オーナーシェフのダニエル・ハム氏は、米メディアに「コロナ禍の前と同じではいけない。ラグジュアリーの定義は変わるべきだ」と語った。

高級レストランと称される場で軸となる食材を変えていくにあたり、それを「ラグジュアリーの定義は変わるべきだ」という表現をあえて使っているのです。

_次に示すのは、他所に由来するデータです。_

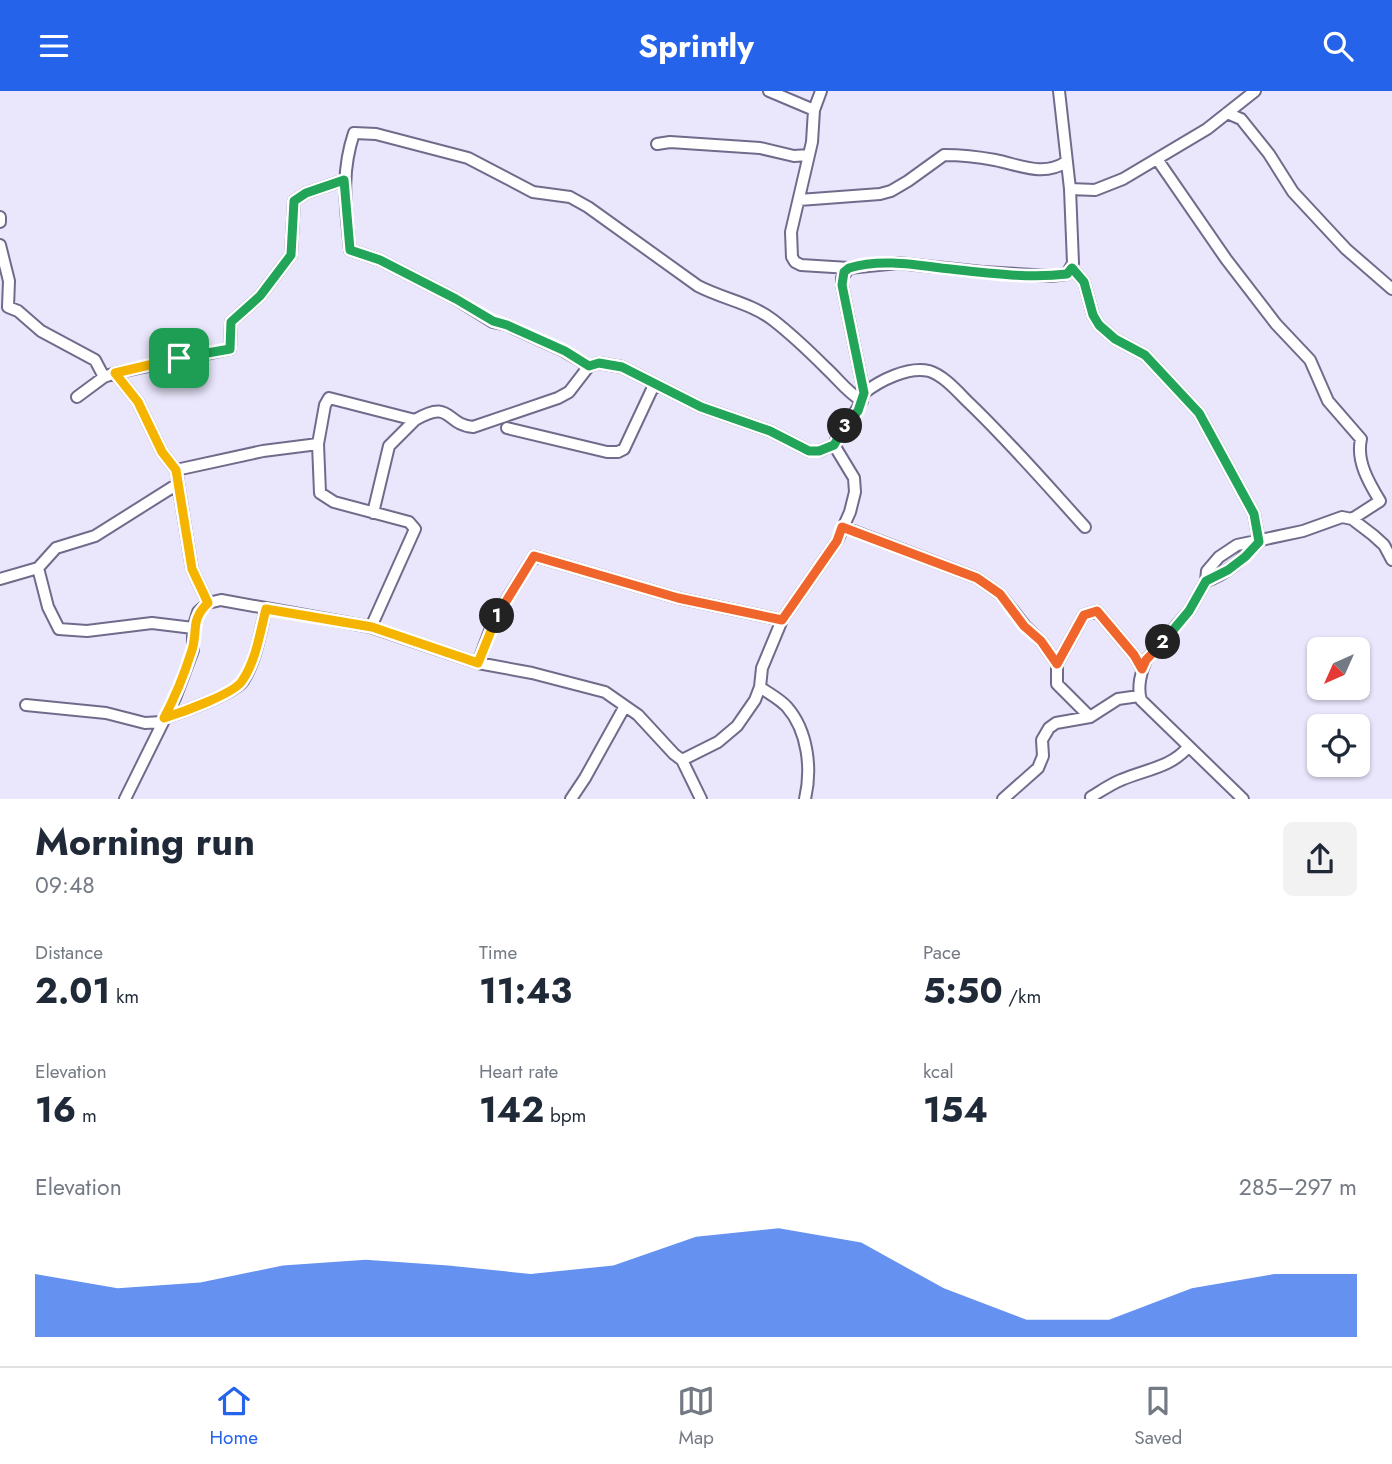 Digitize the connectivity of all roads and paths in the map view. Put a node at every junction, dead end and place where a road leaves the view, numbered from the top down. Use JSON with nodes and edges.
{"nodes":[{"id":1,"x":769,"y":91,"type":"edge"},
{"id":2,"x":821,"y":91,"type":"edge"},
{"id":3,"x":1059,"y":91,"type":"edge"},
{"id":4,"x":1255,"y":91,"type":"edge"},
{"id":5,"x":814,"y":110,"type":"junction"},
{"id":6,"x":1227,"y":113,"type":"junction"},
{"id":7,"x":657,"y":144,"type":"dead end"},
{"id":8,"x":809,"y":155,"type":"junction"},
{"id":9,"x":1157,"y":159,"type":"junction"},
{"id":10,"x":1066,"y":162,"type":"junction"},
{"id":11,"x":344,"y":180,"type":"junction"},
{"id":12,"x":1070,"y":189,"type":"junction"},
{"id":13,"x":799,"y":200,"type":"junction"},
{"id":14,"x":0,"y":246,"type":"edge"},
{"id":15,"x":849,"y":268,"type":"junction"},
{"id":16,"x":1072,"y":268,"type":"junction"},
{"id":17,"x":1392,"y":289,"type":"edge"},
{"id":18,"x":4,"y":309,"type":"edge"},
{"id":19,"x":589,"y":366,"type":"junction"},
{"id":20,"x":110,"y":375,"type":"junction"},
{"id":21,"x":654,"y":385,"type":"junction"},
{"id":22,"x":77,"y":397,"type":"dead end"},
{"id":23,"x":863,"y":397,"type":"junction"},
{"id":24,"x":415,"y":420,"type":"junction"},
{"id":25,"x":507,"y":428,"type":"dead end"},
{"id":26,"x":318,"y":444,"type":"junction"},
{"id":27,"x":834,"y":445,"type":"junction"},
{"id":28,"x":176,"y":470,"type":"junction"},
{"id":29,"x":176,"y":485,"type":"junction"},
{"id":30,"x":373,"y":513,"type":"junction"},
{"id":31,"x":1352,"y":519,"type":"junction"},
{"id":32,"x":842,"y":527,"type":"junction"},
{"id":33,"x":1085,"y":527,"type":"dead end"},
{"id":34,"x":1259,"y":542,"type":"junction"},
{"id":35,"x":1392,"y":560,"type":"edge"},
{"id":36,"x":38,"y":568,"type":"junction"},
{"id":37,"x":0,"y":579,"type":"edge"},
{"id":38,"x":208,"y":603,"type":"junction"},
{"id":39,"x":266,"y":609,"type":"junction"},
{"id":40,"x":782,"y":620,"type":"junction"},
{"id":41,"x":372,"y":627,"type":"junction"},
{"id":42,"x":193,"y":628,"type":"junction"},
{"id":43,"x":478,"y":663,"type":"junction"},
{"id":44,"x":1057,"y":664,"type":"junction"},
{"id":45,"x":1142,"y":669,"type":"junction"},
{"id":46,"x":760,"y":687,"type":"junction"},
{"id":47,"x":1139,"y":696,"type":"junction"},
{"id":48,"x":26,"y":705,"type":"dead end"},
{"id":49,"x":625,"y":706,"type":"junction"},
{"id":50,"x":1090,"y":717,"type":"junction"},
{"id":51,"x":163,"y":720,"type":"junction"},
{"id":52,"x":1188,"y":747,"type":"junction"},
{"id":53,"x":682,"y":760,"type":"junction"},
{"id":54,"x":1091,"y":797,"type":"dead end"},
{"id":55,"x":125,"y":799,"type":"edge"},
{"id":56,"x":570,"y":799,"type":"edge"},
{"id":57,"x":701,"y":799,"type":"edge"},
{"id":58,"x":805,"y":799,"type":"edge"},
{"id":59,"x":1003,"y":799,"type":"edge"},
{"id":60,"x":1243,"y":799,"type":"edge"}],
"edges":[{"from":1,"to":5,"type":"street"},
{"from":2,"to":5,"type":"street"},
{"from":3,"to":10,"type":"street"},
{"from":4,"to":6,"type":"street"},
{"from":5,"to":8,"type":"street"},
{"from":6,"to":9,"type":"street"},
{"from":6,"to":17,"type":"street"},
{"from":7,"to":8,"type":"street"},
{"from":8,"to":13,"type":"street"},
{"from":9,"to":12,"type":"street"},
{"from":9,"to":31,"type":"street"},
{"from":10,"to":12,"type":"street"},
{"from":10,"to":13,"type":"street"},
{"from":11,"to":19,"type":"street"},
{"from":11,"to":20,"type":"street"},
{"from":11,"to":23,"type":"street"},
{"from":12,"to":16,"type":"street"},
{"from":13,"to":15,"type":"street"},
{"from":14,"to":18,"type":"street"},
{"from":15,"to":16,"type":"street"},
{"from":15,"to":23,"type":"street"},
{"from":16,"to":34,"type":"street"},
{"from":18,"to":20,"type":"street"},
{"from":19,"to":21,"type":"street"},
{"from":19,"to":24,"type":"street"},
{"from":20,"to":22,"type":"street"},
{"from":20,"to":28,"type":"street"},
{"from":21,"to":25,"type":"street"},
{"from":21,"to":27,"type":"street"},
{"from":23,"to":27,"type":"street"},
{"from":23,"to":33,"type":"street"},
{"from":24,"to":26,"type":"street"},
{"from":24,"to":30,"type":"street"},
{"from":26,"to":28,"type":"street"},
{"from":26,"to":30,"type":"street"},
{"from":27,"to":32,"type":"street"},
{"from":28,"to":29,"type":"street"},
{"from":29,"to":36,"type":"street"},
{"from":29,"to":38,"type":"street"},
{"from":30,"to":41,"type":"street"},
{"from":31,"to":34,"type":"street"},
{"from":31,"to":35,"type":"street"},
{"from":32,"to":40,"type":"street"},
{"from":32,"to":44,"type":"street"},
{"from":34,"to":45,"type":"street"},
{"from":36,"to":37,"type":"street"},
{"from":36,"to":42,"type":"street"},
{"from":38,"to":39,"type":"street"},
{"from":38,"to":42,"type":"street"},
{"from":39,"to":41,"type":"street"},
{"from":39,"to":51,"type":"street"},
{"from":40,"to":43,"type":"street"},
{"from":40,"to":46,"type":"street"},
{"from":41,"to":43,"type":"street"},
{"from":42,"to":51,"type":"street"},
{"from":43,"to":49,"type":"street"},
{"from":44,"to":45,"type":"street"},
{"from":44,"to":50,"type":"street"},
{"from":45,"to":47,"type":"street"},
{"from":46,"to":53,"type":"street"},
{"from":46,"to":58,"type":"street"},
{"from":47,"to":50,"type":"street"},
{"from":47,"to":52,"type":"street"},
{"from":48,"to":51,"type":"street"},
{"from":49,"to":53,"type":"street"},
{"from":49,"to":56,"type":"street"},
{"from":50,"to":59,"type":"street"},
{"from":51,"to":55,"type":"street"},
{"from":52,"to":54,"type":"street"},
{"from":52,"to":60,"type":"street"},
{"from":53,"to":57,"type":"street"}]}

何度もここで書いていますが、ラグジュアリーの定義は今、変わりつつあります。ただ、特徴は一つの定義に収斂するのではなく、多数の定義がさまざまに出てきているので、逆に「新しいラグジュアリーとはこれだ!」と自信満々に語る人がいたら、その言葉は疑った方が良いです。この記事でいえば、サステナブルな食事の実現がラグジュアリーであると語っていれば、「サステナブルな食事とは何を指しているのか?」くらいは考えるべきでしょう。グリーンウォッシュ(環境に良いことをやっているフリ)ではないか?という批判もいつでも発動できるようにしておかないといけません。

ところで、5月12日、「新しいラグジュアリーの鼓動に耳をあてる。」というタイトルのオンライン講座を企画・実施しました。そこで服飾史研究家の中野香織さんがヨーロッパを中心としたラグジュアリーの歴史を話してくれたので、ぼく自身のコメントも追加しながら、彼女の話の要点を以下に書いておきます。レストランのオーナーシェフの「ラグジュアリーの定義は変わるべき」の発言の意味がよりよく理解できると思います。

ラグジュアリーの変遷史は「ラグジュアリーを必要とする人」の変遷史

まず贅沢とも訳されることの多いラグジュアリー(luxury)という言葉の源を探ってみます。ラテン語のluxue を源とし、「耽溺、色欲」「繫茂、豊富」「光、光輝くもの」と大きく3つの傾向に分類できます。ラグジュアリーという表現のなかで、これらのどれかがケースによって前面に出てくる、あるいは水面上に浮上してくる。これがラグジュアリーを巡る歴史であるというわけです。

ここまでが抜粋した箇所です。